Comparative Analysis of Schistosoma japonicum from Pairing-to-Sexual Maturation based on iTRAQ Proteomics

Schistosomiasis, which is caused by the schistosome worm, poses significant health challenges. Understanding the sexual development and maturation of schistosomes would provide valuable insight for preventing the transmission of schistosomiasis and pathologic damage to the host. Isobaric tags for relative and absolute quantitation (iTRAQ)-based proteomics was performed to monitor the dynamic proteomic profiles in Schistosoma japonicum during development from pairing-to-maturation. RNA interference (RNAi) experiments were used to elucidate sex-biased gene function. Of the 2927 identified proteins, 58.6% showed differential expression after comparing sexes and developmental stages. Both male and female worms displayed a similar number of gender-differentially expressed proteins after pairing.
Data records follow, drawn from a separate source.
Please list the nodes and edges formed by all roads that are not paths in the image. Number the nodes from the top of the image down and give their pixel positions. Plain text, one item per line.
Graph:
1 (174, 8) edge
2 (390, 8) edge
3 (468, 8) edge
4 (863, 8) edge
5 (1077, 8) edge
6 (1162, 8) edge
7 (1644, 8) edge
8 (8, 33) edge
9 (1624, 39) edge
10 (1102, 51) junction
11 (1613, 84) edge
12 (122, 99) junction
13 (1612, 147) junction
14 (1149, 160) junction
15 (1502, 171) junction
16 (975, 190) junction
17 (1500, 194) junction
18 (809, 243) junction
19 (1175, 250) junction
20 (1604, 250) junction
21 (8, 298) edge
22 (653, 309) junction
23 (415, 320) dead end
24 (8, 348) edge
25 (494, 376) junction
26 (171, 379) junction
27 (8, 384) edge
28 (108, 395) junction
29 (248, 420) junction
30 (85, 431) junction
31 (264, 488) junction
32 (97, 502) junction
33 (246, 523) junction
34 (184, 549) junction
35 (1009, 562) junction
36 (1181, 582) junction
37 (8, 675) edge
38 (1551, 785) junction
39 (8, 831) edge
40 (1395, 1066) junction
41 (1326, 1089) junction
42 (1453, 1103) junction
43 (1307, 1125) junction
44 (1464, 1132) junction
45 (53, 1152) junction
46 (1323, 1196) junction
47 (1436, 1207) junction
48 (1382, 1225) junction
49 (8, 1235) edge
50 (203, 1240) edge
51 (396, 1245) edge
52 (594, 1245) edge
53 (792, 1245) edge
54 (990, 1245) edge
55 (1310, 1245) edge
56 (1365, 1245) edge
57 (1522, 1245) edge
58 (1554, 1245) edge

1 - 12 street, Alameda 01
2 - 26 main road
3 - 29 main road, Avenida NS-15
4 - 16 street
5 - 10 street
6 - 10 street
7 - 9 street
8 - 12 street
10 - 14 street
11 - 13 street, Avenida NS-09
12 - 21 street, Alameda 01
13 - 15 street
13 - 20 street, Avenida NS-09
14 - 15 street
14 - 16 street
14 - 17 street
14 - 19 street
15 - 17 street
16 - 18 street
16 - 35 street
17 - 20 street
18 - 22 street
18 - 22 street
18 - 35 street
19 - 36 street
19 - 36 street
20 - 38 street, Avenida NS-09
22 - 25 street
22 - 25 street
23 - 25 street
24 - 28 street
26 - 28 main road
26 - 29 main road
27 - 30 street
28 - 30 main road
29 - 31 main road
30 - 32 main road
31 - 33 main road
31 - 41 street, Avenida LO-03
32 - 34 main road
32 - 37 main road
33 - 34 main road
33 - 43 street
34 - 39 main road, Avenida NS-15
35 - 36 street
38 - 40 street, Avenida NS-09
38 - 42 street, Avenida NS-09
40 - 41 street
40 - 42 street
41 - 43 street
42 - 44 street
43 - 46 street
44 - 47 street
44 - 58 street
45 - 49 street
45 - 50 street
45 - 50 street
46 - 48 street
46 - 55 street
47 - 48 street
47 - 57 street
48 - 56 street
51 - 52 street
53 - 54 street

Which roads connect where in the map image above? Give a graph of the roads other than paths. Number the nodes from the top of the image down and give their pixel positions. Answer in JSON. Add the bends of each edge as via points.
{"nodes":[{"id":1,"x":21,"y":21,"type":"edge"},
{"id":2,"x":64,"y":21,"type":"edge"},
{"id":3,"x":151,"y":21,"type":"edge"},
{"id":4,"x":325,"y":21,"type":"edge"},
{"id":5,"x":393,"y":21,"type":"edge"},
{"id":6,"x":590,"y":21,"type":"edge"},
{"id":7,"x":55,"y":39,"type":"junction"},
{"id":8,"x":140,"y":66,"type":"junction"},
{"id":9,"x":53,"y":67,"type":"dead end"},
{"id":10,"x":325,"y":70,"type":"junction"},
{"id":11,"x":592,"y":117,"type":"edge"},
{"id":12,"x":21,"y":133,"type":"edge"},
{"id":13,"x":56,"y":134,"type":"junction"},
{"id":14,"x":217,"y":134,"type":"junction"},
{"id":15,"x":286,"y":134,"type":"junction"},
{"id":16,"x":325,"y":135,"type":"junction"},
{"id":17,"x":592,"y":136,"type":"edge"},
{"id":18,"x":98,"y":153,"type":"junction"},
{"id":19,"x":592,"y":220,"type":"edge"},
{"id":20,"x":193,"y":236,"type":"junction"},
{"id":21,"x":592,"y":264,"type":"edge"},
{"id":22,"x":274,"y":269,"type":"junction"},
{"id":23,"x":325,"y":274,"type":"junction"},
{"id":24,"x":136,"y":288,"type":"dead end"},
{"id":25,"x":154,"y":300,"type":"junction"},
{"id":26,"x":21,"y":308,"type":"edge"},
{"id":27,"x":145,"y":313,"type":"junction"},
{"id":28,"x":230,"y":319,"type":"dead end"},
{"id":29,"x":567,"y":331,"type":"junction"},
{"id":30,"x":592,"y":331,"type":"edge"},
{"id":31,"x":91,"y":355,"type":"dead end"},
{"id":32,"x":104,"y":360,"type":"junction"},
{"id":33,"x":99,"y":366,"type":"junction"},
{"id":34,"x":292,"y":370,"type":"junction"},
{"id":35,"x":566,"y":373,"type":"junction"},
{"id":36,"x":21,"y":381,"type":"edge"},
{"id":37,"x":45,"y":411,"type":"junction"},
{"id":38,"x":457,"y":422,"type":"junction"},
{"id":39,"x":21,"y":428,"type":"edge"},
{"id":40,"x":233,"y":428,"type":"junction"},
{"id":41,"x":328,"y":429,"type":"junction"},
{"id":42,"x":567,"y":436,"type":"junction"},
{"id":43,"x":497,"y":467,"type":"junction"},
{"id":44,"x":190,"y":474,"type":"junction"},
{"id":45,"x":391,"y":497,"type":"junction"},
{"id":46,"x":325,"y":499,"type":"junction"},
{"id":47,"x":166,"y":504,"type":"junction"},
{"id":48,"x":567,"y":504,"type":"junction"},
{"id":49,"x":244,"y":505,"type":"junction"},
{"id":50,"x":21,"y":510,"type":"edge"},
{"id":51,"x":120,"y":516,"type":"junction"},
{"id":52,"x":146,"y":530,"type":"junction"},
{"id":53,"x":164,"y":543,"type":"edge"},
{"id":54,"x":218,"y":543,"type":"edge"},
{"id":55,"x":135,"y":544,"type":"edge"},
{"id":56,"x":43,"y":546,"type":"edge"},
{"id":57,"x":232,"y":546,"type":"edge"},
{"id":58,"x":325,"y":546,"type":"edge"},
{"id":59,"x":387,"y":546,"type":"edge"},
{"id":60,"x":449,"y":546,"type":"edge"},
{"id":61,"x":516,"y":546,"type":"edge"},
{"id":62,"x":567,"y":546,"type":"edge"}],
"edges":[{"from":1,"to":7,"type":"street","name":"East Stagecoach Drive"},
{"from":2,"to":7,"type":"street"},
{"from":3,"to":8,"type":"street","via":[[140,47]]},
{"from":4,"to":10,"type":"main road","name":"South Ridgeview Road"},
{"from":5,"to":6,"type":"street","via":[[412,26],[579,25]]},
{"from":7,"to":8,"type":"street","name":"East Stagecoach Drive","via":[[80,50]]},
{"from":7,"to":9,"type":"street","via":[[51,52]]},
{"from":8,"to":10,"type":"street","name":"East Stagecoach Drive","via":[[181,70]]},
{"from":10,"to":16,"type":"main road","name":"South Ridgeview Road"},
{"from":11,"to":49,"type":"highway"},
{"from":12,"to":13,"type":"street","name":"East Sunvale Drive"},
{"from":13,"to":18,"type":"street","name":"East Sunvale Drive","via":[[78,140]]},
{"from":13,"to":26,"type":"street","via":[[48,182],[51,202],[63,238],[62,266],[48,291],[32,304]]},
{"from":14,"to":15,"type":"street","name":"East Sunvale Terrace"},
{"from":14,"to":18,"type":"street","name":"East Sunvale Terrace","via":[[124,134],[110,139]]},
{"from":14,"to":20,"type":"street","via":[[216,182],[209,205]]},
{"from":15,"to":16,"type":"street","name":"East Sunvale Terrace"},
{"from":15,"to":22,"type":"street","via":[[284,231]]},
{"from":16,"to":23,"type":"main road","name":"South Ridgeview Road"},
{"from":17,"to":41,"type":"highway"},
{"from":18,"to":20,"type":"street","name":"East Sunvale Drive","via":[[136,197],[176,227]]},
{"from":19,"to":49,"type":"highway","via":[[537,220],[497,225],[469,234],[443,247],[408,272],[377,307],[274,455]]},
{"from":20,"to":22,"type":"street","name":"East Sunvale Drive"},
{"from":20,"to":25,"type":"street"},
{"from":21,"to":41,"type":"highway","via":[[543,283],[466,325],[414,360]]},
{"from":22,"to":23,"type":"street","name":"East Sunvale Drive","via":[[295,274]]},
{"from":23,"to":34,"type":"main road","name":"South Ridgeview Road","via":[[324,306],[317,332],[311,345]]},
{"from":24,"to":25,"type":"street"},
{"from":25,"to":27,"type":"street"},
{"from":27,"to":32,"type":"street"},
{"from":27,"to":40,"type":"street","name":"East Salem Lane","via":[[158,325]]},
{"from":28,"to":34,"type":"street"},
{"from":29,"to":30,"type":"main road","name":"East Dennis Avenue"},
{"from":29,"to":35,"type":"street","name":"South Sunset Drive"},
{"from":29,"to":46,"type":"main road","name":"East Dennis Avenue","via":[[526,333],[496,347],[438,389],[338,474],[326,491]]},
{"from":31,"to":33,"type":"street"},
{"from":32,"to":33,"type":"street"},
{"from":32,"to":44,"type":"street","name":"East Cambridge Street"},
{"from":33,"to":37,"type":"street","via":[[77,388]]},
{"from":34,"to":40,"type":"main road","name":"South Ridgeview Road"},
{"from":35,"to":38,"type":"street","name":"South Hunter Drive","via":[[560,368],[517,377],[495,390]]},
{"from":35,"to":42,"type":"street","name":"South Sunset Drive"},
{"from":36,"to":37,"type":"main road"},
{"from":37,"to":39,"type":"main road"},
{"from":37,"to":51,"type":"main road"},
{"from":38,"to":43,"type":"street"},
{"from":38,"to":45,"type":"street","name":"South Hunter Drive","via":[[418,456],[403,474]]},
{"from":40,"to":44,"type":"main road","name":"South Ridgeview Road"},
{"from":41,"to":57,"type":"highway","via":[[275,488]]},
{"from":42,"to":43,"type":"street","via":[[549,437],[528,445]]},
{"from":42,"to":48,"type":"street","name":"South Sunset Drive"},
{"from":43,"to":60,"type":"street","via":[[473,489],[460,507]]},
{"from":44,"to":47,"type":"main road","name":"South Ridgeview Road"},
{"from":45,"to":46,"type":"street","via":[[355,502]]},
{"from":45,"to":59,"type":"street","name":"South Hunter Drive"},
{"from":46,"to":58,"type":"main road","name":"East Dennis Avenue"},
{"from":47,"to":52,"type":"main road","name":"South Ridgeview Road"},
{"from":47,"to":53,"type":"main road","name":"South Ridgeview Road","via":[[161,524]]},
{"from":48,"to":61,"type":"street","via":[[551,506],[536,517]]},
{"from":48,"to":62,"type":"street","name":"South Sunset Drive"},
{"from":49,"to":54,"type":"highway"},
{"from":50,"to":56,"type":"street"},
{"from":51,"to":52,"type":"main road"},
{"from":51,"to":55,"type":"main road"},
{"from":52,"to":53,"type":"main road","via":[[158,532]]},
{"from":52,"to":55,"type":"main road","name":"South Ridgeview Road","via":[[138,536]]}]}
However, these proteins exhibited significant gender-specific functions, with reproduction central in females, while males were enriched in metabolic processes. Females exhibited 73% of their time-variant protein expression during 22-26 days post-infection (dpi), while males had 62% during 18-22 dpi, indicating earlier maturation in males. Functional analysis revealed different peptidases expressed during male and female development and maturation. Sex-biased Sj U2AF exhaustion led to worm development delay, abnormal reproductive organ development, and death. Comparative proteomics enhances our understanding of mechanisms underlying schistosome maturation and reveals a new potential target for chemotherapy and vaccines.